On Sat, 2009-04-25 at 21:19 +0800, Bo Yang wrote:
> 2. Which type of string should we intern?
> According 1, I propose to intern strings optionally. We should use
> lwc_string to restore the strings, which appears multiple times and
> which are necessary to compare frequently. Generally, I mean HTML tag
> name, attribute name, enum-like attribute value (such as attribute
> "display"'s value which include "inline", "block", "inline-block"...).

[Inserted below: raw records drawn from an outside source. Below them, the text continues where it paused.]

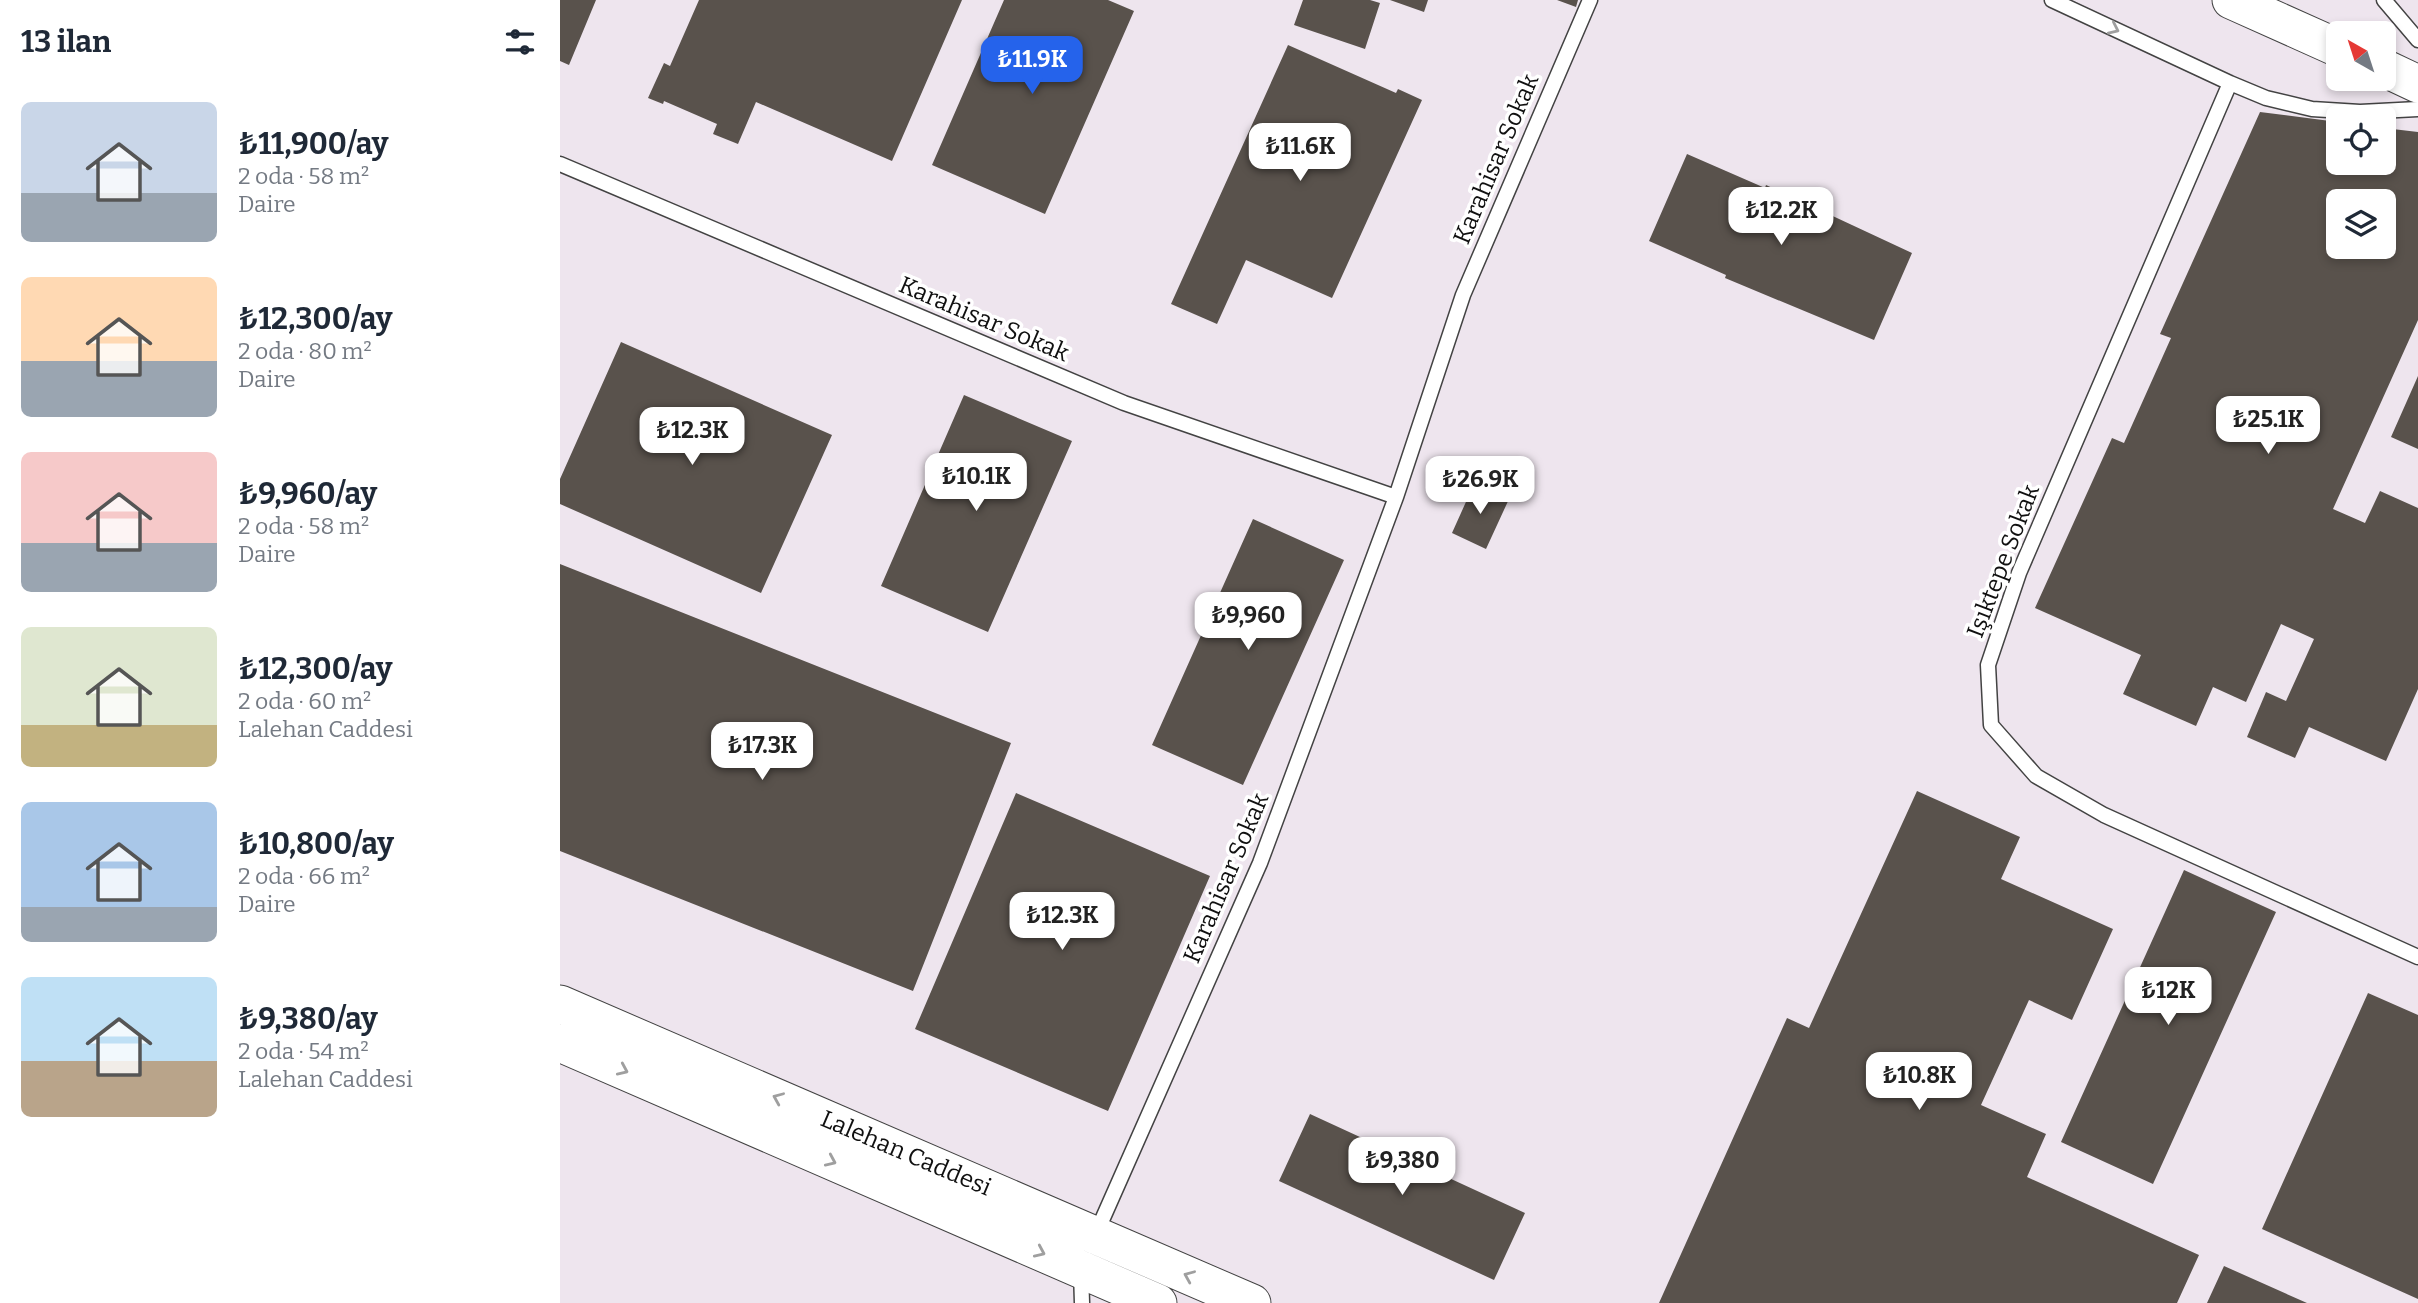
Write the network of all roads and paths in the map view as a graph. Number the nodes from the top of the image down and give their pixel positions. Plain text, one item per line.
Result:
1 (1590, 0) edge
2 (2052, 0) edge
3 (2231, 0) edge
4 (2384, 0) edge
5 (2418, 40) edge
6 (2326, 43) edge
7 (2396, 74) edge
8 (2230, 83) junction
9 (2418, 84) edge
10 (2418, 109) edge
11 (560, 164) edge
12 (1396, 497) junction
13 (2418, 957) edge
14 (560, 1004) edge
15 (560, 1043) edge
16 (1087, 1263) edge
17 (1158, 1303) edge
18 (1252, 1303) edge

1 - 12 lane, Karahisar Sokak
2 -> 8 lane
3 - 6 street
4 - 5 lane
7 - 9 street
8 - 10 lane
8 - 13 lane, Işıktepe Sokak
11 - 12 lane, Karahisar Sokak
12 - 16 lane, Karahisar Sokak
16 -> 14 street, Lalehan Caddesi
15 -> 16 street, Lalehan Caddesi
16 - 17 street, Lalehan Caddesi
18 -> 16 street, Lalehan Caddesi

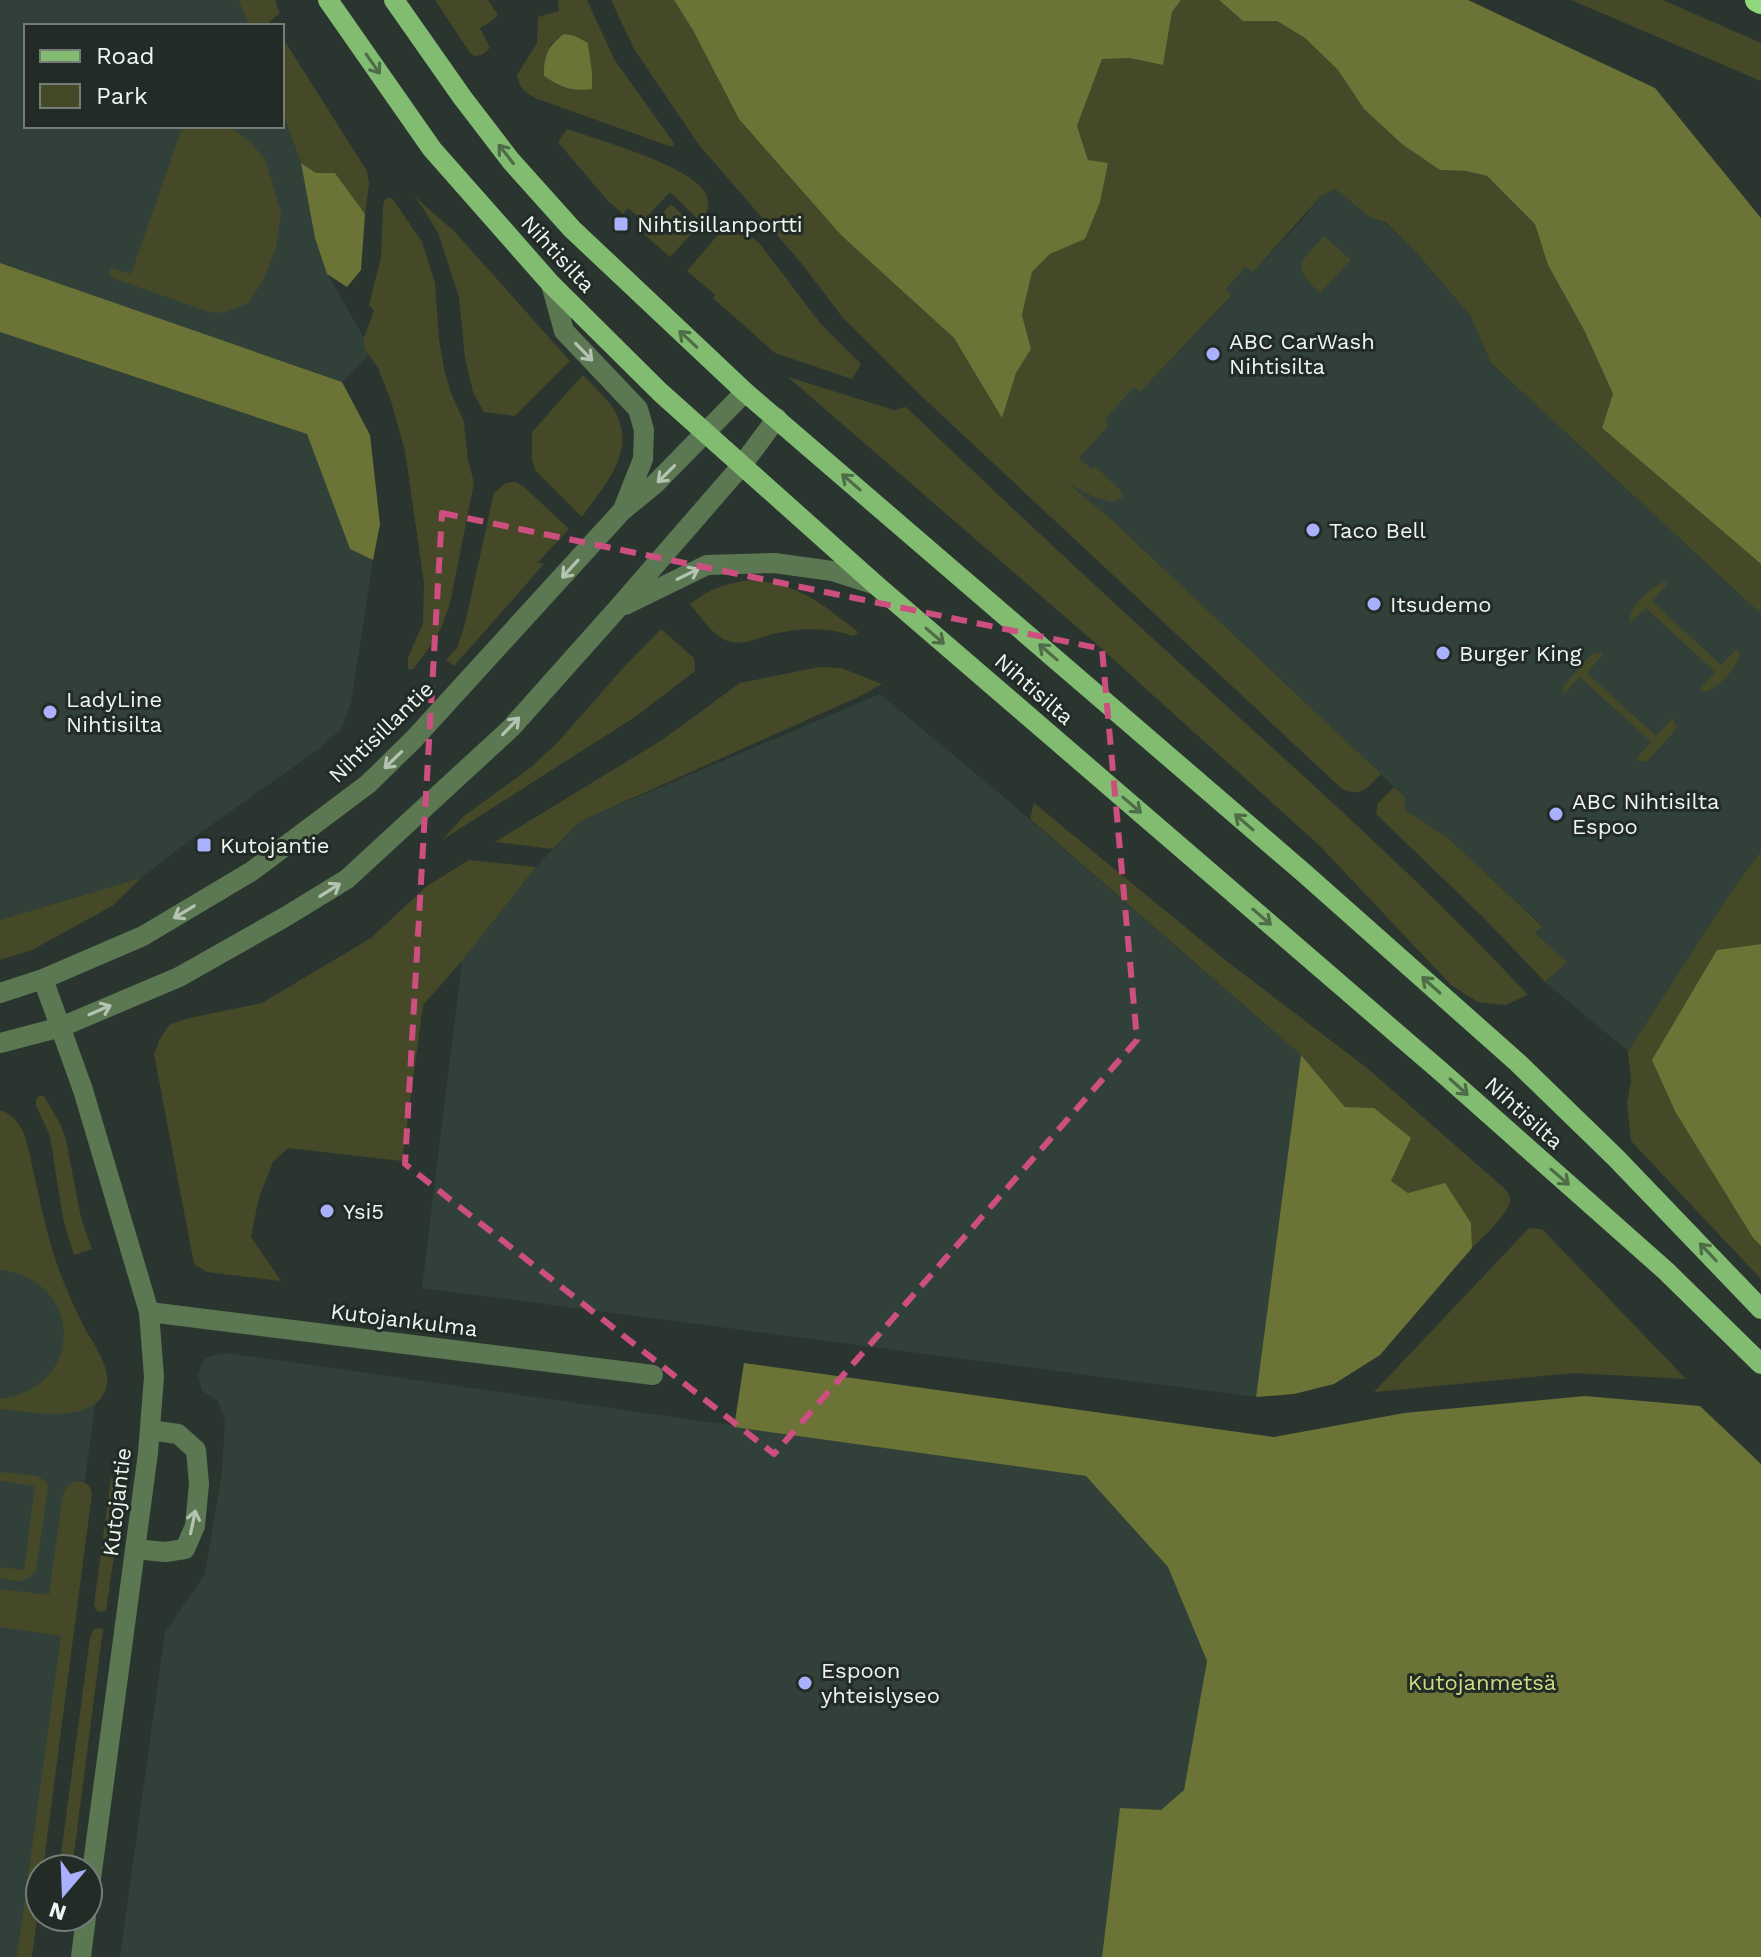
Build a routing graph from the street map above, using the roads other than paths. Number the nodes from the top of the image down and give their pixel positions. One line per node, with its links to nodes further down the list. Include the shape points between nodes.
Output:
1 (328, 0): 3 (main road, Nihtisilta, one-way to 3, via 432,149)
2 (394, 0): 4 (main road, Nihtisilta, one-way to 2, via 572,229 511,161)
3 (551, 284): 6 (main road, Nihtisilta); 8 (street, Nihtisillantie, one-way to 8, via 564,331 638,409 643,459)
4 (745, 392): 5 (main road, Nihtisilta); 6 (street, Nihtisillantie)
5 (777, 418): 7 (street); 15 (main road, Nihtisilta, one-way to 5, via 1517,1062)
6 (706, 434): 7 (main road, Nihtisilta); 8 (street, Nihtisillantie, one-way to 8)
7 (742, 465): 9 (main road, Nihtisilta); 10 (street)
8 (622, 511): 11 (street, Nihtisillantie, one-way to 11, via 368,784 252,871 143,936)
9 (876, 585): 10 (street, one-way to 9, via 707,565 774,563 832,571); 17 (main road, Nihtisilta, one-way to 17, via 1445,1075 1666,1271)
10 (618, 608): 13 (street, one-way to 10, via 179,977 347,879 511,728)
11 (43, 979): 12 (street, Nihtisillantie); 13 (street, Kutojantie)
12 (0, 993)
13 (61, 1027): 14 (street); 16 (street, Kutojantie)
14 (0, 1043)
15 (1761, 1309)
16 (149, 1312): 18 (street, Kutojankulma); 19 (street, Kutojantie, via 154,1377)
17 (1761, 1364)
18 (653, 1375)
19 (150, 1430): 20 (street, Kutojantie); 20 (street, one-way to 19, via 185,1549 195,1526 196,1450 178,1434)
20 (135, 1549): 21 (street, Kutojantie)
21 (94, 1853)
22 (84, 1933): 23 (street)
23 (81, 1957)

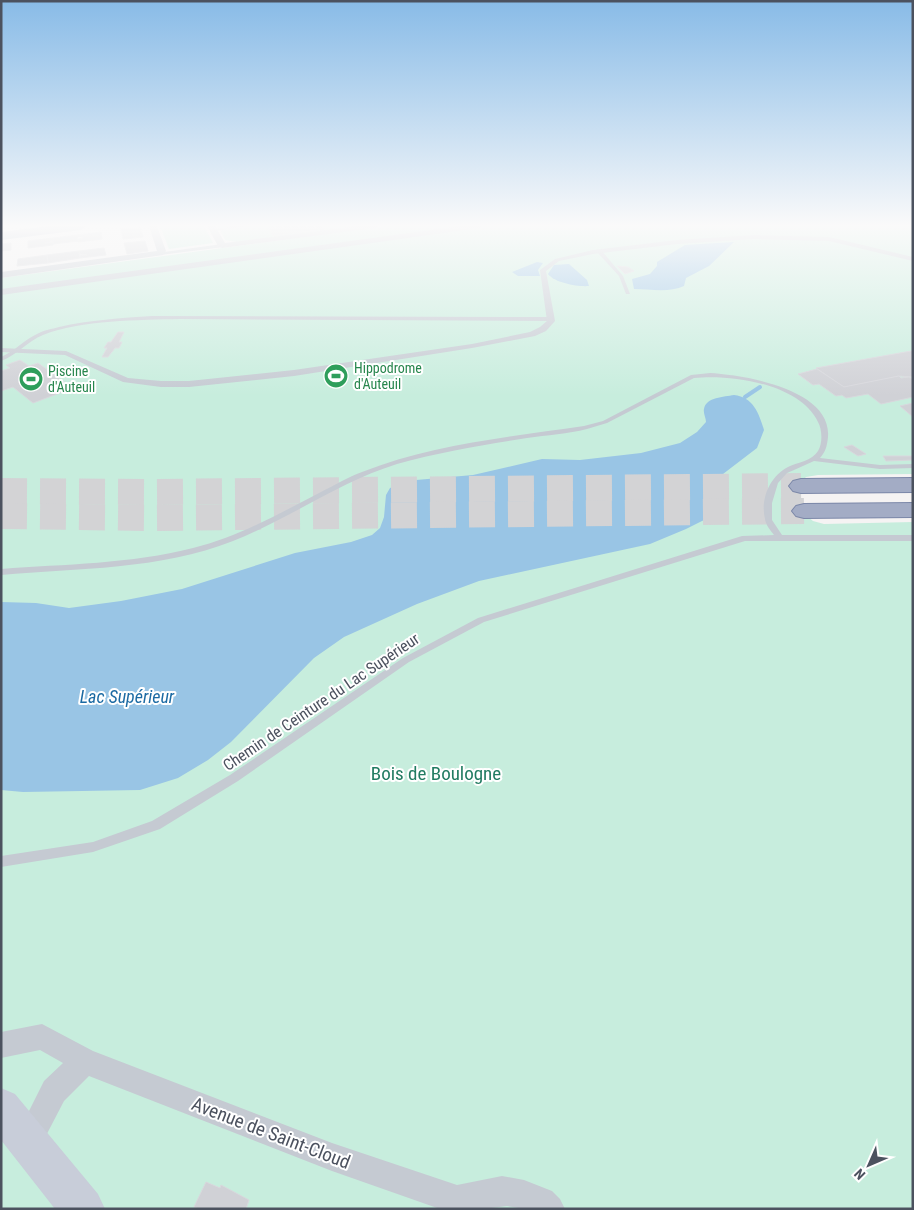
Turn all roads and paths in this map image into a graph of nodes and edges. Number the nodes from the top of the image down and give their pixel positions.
1 (70, 282) edge
2 (545, 282) edge
3 (624, 282) edge
4 (1, 292) edge
5 (628, 293) dead end
6 (551, 319) junction
7 (1, 350) edge
8 (18, 350) junction
9 (1, 359) edge
10 (813, 459) junction
11 (913, 466) edge
12 (801, 486) tunnel mouth
13 (913, 486) edge
14 (913, 510) edge
15 (804, 511) tunnel mouth
16 (779, 537) junction
17 (913, 538) edge
18 (1, 572) edge
19 (1, 862) edge
20 (1, 1046) edge
21 (85, 1061) junction
22 (1, 1108) edge
23 (28, 1141) junction
24 (462, 1205) edge
25 (83, 1209) edge
26 (550, 1209) edge

1 - 4 street
2 - 6 street
3 - 5 lane
6 - 8 lane
6 - 8 street
7 - 8 street
8 - 9 lane
10 - 11 lane
10 - 16 lane
10 - 18 lane
12 - 13 highway
14 - 15 highway
16 - 17 lane, Chemin de Ceinture du Lac Supérieur
16 - 19 lane, Chemin de Ceinture du Lac Supérieur
20 - 21 street, Avenue de Saint-Cloud
21 - 23 street
21 - 24 street, Avenue de Saint-Cloud
22 - 23 main road
23 - 25 main road
24 - 26 street, Avenue de Saint-Cloud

> And the id attribute value as well as the class attribute value are
> also good candidates for intern.
I think it will be simpler to just intern all tag names, attribute names
and attribute values.
Firstly, it avoids the additional complexity caused by having to parse
the attribute name to work out whether to intern the value or not.
Secondly, it makes all attribute values consistent, so you don't have to
litter everything with special cases.
Thirdly, I don't think the overhead of interning non-enumerated
attribute values will be noticeable and, if it does turn out to be, we
can consider the best way to deal with it _then_ rather than attempting
to optimise for this case now, when we've no real idea if it's a
worthwhile use of time & effort.
> 3. When to intern strings?
Yeah, hubbub will intern strings.
You're right that the libxml binding needs to perform the interning.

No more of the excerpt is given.